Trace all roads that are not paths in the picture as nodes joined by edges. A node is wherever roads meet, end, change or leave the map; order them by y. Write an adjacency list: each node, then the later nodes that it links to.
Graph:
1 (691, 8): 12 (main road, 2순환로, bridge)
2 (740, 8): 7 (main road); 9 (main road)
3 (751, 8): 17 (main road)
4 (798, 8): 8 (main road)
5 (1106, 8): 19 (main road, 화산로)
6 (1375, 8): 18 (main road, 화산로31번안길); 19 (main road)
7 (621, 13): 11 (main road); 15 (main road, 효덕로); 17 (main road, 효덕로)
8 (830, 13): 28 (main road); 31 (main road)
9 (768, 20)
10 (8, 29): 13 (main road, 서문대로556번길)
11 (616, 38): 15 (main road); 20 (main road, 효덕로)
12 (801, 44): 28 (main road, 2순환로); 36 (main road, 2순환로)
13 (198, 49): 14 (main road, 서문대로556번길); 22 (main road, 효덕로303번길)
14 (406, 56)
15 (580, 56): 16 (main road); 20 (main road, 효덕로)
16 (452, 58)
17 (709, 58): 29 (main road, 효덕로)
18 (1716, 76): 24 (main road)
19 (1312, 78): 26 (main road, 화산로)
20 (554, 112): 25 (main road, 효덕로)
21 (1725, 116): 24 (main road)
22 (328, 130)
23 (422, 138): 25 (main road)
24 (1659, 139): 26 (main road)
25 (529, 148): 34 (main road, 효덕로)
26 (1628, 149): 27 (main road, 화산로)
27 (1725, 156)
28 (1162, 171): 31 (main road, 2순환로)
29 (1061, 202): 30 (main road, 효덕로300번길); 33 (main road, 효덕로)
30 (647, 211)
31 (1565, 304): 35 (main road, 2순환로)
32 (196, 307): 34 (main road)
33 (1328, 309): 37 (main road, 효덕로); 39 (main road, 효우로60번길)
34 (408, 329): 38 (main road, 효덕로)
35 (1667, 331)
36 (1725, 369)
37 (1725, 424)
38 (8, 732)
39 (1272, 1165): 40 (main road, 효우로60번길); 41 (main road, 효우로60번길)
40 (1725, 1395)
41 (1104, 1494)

========================================

*EXERCISE OBJECTIVE*:
Transcribe each of the records verbatim.

*YOUR SOLUTION*:
Trace all roads that are not paths in the picture as nodes joined by edges. A node is wherever roads meet, end, change or leave the map; order them by y. Write an adjacency list: each node, then the later nodes that it links to.
Graph:
1 (691, 8): 12 (main road, 2순환로, bridge)
2 (740, 8): 7 (main road); 9 (main road)
3 (751, 8): 17 (main road)
4 (798, 8): 8 (main road)
5 (1106, 8): 19 (main road, 화산로)
6 (1375, 8): 18 (main road, 화산로31번안길); 19 (main road)
7 (621, 13): 11 (main road); 15 (main road, 효덕로); 17 (main road, 효덕로)
8 (830, 13): 28 (main road); 31 (main road)
9 (768, 20)
10 (8, 29): 13 (main road, 서문대로556번길)
11 (616, 38): 15 (main road); 20 (main road, 효덕로)
12 (801, 44): 28 (main road, 2순환로); 36 (main road, 2순환로)
13 (198, 49): 14 (main road, 서문대로556번길); 22 (main road, 효덕로303번길)
14 (406, 56)
15 (580, 56): 16 (main road); 20 (main road, 효덕로)
16 (452, 58)
17 (709, 58): 29 (main road, 효덕로)
18 (1716, 76): 24 (main road)
19 (1312, 78): 26 (main road, 화산로)
20 (554, 112): 25 (main road, 효덕로)
21 (1725, 116): 24 (main road)
22 (328, 130)
23 (422, 138): 25 (main road)
24 (1659, 139): 26 (main road)
25 (529, 148): 34 (main road, 효덕로)
26 (1628, 149): 27 (main road, 화산로)
27 (1725, 156)
28 (1162, 171): 31 (main road, 2순환로)
29 (1061, 202): 30 (main road, 효덕로300번길); 33 (main road, 효덕로)
30 (647, 211)
31 (1565, 304): 35 (main road, 2순환로)
32 (196, 307): 34 (main road)
33 (1328, 309): 37 (main road, 효덕로); 39 (main road, 효우로60번길)
34 (408, 329): 38 (main road, 효덕로)
35 (1667, 331)
36 (1725, 369)
37 (1725, 424)
38 (8, 732)
39 (1272, 1165): 40 (main road, 효우로60번길); 41 (main road, 효우로60번길)
40 (1725, 1395)
41 (1104, 1494)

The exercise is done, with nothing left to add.